GPU Solver Jacobian: Autodiff vs Analytical¶

Historical document

This documents a solved investigation. The files referenced below (dc_gpu.py, transient_gpu.py, benchmarks/c6288.py) no longer exist. DC analysis is now in analysis/dc.py, transient in analysis/transient/, and all device models use OpenVAF analytical Jacobians.

Status: SOLVED¶

The GPU solver has been fully migrated to analytical Jacobians, eliminating the convergence issues. This document describes the original problem and solution for reference.

The Original Problem¶

The GPU solver originally used JAX autodiff (via sparsejac) to compute Jacobians. This caused convergence issues for circuits with floating nodes (like series NMOS stacks in AND gates).

Root Cause¶

When a MOSFET is in cutoff or deep saturation, the autodiff-computed dIds/dVds (output conductance) can be extremely small: - GPU autodiff: gds ≈ 1e-16 S in cutoff - VACASK analytical: gds = 1e-9 S minimum (enforced)

This creates nearly-singular Jacobians that cause Newton-Raphson to diverge.

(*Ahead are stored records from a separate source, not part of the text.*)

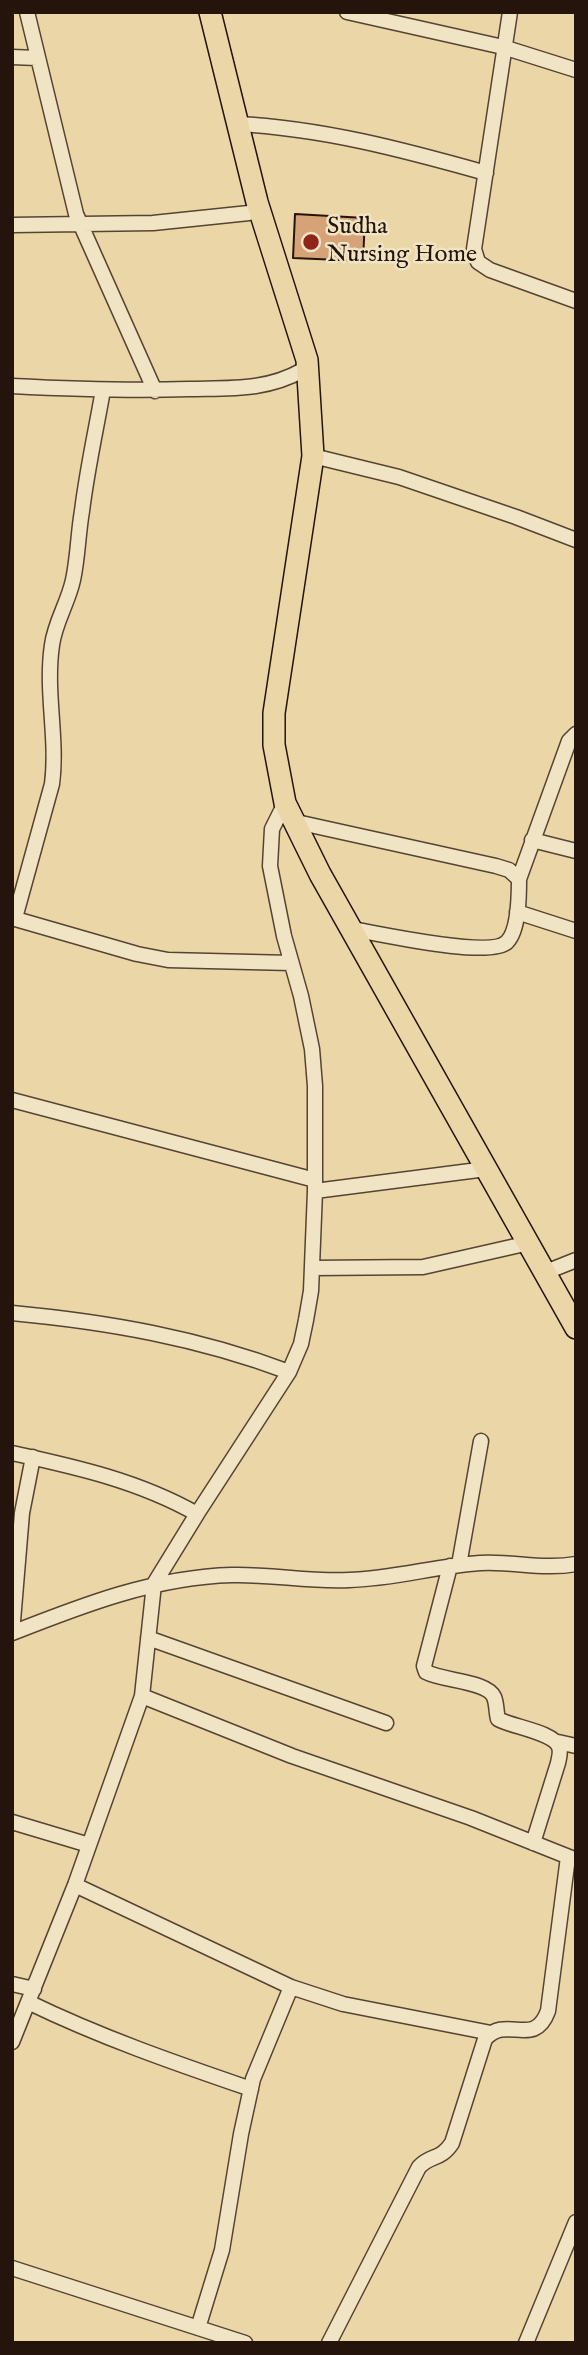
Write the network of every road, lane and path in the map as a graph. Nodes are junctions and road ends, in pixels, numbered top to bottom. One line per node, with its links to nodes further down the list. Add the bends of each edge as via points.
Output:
1 (27, 12): 9 (street)
2 (198, 12): 13 (main road)
3 (209, 12): 11 (main road)
4 (347, 12): 6 (street)
5 (510, 12): 7 (street)
6 (405, 18): 7 (street)
7 (503, 47): 10 (street); 12 (street)
8 (12, 57): 9 (street)
9 (37, 58): 15 (street)
10 (576, 70)
11 (236, 124): 12 (street, via 362,140); 17 (main road, via 307,360)
12 (486, 173): 16 (street, via 474,249 478,262)
13 (249, 213): 15 (street); 17 (main road, via 296,363)
14 (12, 225): 15 (street)
15 (81, 225): 20 (street)
16 (576, 301)
17 (305, 372): 20 (street, via 264,385); 21 (main road)
18 (12, 386): 19 (street)
19 (103, 390): 20 (street); 29 (street, via 73,579 52,643 52,784)
20 (155, 391)
21 (313, 456): 22 (street, via 399,477); 24 (main road, via 274,713 274,745)
22 (576, 540)
23 (576, 734): 25 (street, via 569,741)
24 (289, 812): 27 (street, via 496,866); 30 (main road); 32 (street, via 272,829 270,866)
25 (532, 840): 26 (street); 27 (street)
26 (576, 851)
27 (519, 879): 28 (street)
28 (517, 912): 30 (street, via 506,943 483,950); 31 (street)
29 (13, 918): 32 (street, via 168,960)
30 (351, 929): 34 (main road)
31 (576, 931)
32 (290, 963): 35 (street, via 312,1049)
33 (12, 1100): 35 (street)
34 (486, 1169): 35 (street); 36 (main road)
35 (315, 1185): 38 (street)
36 (529, 1243): 38 (street, via 423,1267); 39 (main road)
37 (576, 1260): 39 (street)
38 (312, 1268): 42 (street, via 306,1320)
39 (546, 1272): 41 (main road)
40 (12, 1313): 42 (street, via 144,1330)
41 (576, 1328)
42 (289, 1372): 46 (street)
43 (481, 1441): 48 (street)
44 (12, 1453): 45 (street)
45 (33, 1457): 46 (street, via 141,1486); 50 (street, via 22,1513)
46 (197, 1514): 49 (street)
47 (576, 1564): 48 (street, via 547,1568 485,1562)
48 (454, 1565): 49 (street, via 347,1581 229,1575); 54 (street, via 425,1661 426,1672 485,1687 493,1694 498,1719)
49 (154, 1584): 50 (street); 51 (street)
50 (12, 1633)
51 (148, 1638): 52 (street); 53 (street)
52 (142, 1696): 57 (street); 58 (street)
53 (386, 1723)
54 (558, 1742): 55 (street); 57 (street, via 558,1763)
55 (576, 1746)
56 (12, 1822): 58 (street)
57 (533, 1843): 59 (street)
58 (89, 1845): 60 (street)
59 (572, 1858): 64 (street, via 544,2020 528,2031 500,2029)
60 (75, 1885): 62 (street); 63 (street)
61 (12, 1984): 63 (street)
62 (291, 1987): 64 (street, via 343,2004); 66 (street)
63 (31, 1995): 65 (street); 66 (street, via 79,2027)
64 (491, 2033): 71 (street, via 481,2047 452,2143 445,2154 419,2167)
65 (12, 2042)
66 (251, 2089): 69 (street, via 222,2249)
67 (576, 2222): 72 (street)
68 (12, 2268): 69 (street)
69 (198, 2328): 70 (street)
70 (245, 2343)
71 (329, 2343)
72 (526, 2343)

Comparison at AND Gate `int` Node (Floating)¶

Property	GPU (autodiff)	VACASK (analytical)
gds in cutoff	~1e-16 S	1e-9 S (min enforced)
Convergence	Fails (oscillates)	Succeeds (34 iters)
Final `int` voltage	Diverges to ±2.4V	Settles to 0.6V

How openvaf_jax Works¶

The openvaf_jax.py module translates Verilog-A models (via OpenVAF MIR) to JAX functions that return both residual and analytical Jacobian:

# Generated function signature
def device_eval(inputs: List[float]) -> Tuple[Dict, Dict]:
    """
    Returns:
        residuals: Dict[node, {'resist': float, 'react': float}]
        jacobian: Dict[(row, col), {'resist': float, 'react': float}]
    """

Key Code Location¶

In openvaf_jax.py lines 262-277:

# Build output expressions
lines.append("    residuals = {")
for node, res in self.dae_data['residuals'].items():
    resist_val = res['resist'] if res['resist'] in defined_vars else '0.0'
    react_val = res['react'] if res['react'] in defined_vars else '0.0'
    lines.append(f"        '{node}': {{'resist': {resist_val}, 'react': {react_val}}},")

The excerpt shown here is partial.